╭─ PROVIDED RECORDS

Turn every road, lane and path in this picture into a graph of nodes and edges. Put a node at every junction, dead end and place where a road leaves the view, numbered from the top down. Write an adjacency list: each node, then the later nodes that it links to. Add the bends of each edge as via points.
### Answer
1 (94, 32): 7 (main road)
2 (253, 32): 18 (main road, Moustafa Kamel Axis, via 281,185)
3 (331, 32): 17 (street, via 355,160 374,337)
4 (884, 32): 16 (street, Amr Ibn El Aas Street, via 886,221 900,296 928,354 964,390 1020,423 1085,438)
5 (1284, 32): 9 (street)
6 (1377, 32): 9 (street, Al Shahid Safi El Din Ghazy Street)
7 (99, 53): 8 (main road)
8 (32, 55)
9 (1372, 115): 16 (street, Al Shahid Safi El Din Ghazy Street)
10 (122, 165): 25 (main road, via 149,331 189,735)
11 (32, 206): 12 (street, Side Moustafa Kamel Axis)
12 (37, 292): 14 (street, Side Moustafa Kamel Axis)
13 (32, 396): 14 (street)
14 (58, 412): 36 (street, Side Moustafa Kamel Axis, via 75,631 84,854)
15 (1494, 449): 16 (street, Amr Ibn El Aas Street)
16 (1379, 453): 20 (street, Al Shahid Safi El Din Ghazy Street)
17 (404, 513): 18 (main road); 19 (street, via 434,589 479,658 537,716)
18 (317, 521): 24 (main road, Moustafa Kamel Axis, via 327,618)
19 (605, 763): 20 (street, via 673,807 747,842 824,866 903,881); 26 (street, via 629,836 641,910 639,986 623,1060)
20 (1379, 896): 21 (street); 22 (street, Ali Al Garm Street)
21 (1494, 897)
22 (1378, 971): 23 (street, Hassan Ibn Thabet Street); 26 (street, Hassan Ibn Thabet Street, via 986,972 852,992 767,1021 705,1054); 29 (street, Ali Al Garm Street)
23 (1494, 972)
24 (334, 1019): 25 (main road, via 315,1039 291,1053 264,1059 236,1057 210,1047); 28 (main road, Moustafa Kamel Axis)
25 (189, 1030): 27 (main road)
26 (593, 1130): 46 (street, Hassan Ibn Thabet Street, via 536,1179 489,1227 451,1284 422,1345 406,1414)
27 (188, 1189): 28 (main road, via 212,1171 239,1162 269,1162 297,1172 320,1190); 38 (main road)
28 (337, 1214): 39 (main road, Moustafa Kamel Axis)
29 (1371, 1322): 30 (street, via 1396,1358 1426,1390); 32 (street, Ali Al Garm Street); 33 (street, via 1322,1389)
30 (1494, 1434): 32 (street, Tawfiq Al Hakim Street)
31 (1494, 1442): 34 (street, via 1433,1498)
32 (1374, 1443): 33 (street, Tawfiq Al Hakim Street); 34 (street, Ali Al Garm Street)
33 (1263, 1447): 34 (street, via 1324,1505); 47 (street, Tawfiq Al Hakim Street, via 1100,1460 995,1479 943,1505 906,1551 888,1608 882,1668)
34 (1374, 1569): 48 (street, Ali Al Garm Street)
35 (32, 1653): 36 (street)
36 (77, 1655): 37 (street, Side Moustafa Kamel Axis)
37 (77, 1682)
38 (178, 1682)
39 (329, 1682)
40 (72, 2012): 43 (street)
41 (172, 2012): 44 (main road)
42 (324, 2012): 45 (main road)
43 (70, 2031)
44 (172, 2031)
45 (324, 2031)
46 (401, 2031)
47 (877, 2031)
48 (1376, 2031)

╰─

WHAT IS EXPECTED - Lines from the entries that contain the string "Garm" must be found and copied.

SOLUTION -
20 (1379, 896): 21 (street); 22 (street, Ali Al Garm Street)
22 (1378, 971): 23 (street, Hassan Ibn Thabet Street); 26 (street, Hassan Ibn Thabet Street, via 986,972 852,992 767,1021 705,1054); 29 (street, Ali Al Garm Street)
29 (1371, 1322): 30 (street, via 1396,1358 1426,1390); 32 (street, Ali Al Garm Street); 33 (street, via 1322,1389)
32 (1374, 1443): 33 (street, Tawfiq Al Hakim Street); 34 (street, Ali Al Garm Street)
34 (1374, 1569): 48 (street, Ali Al Garm Street)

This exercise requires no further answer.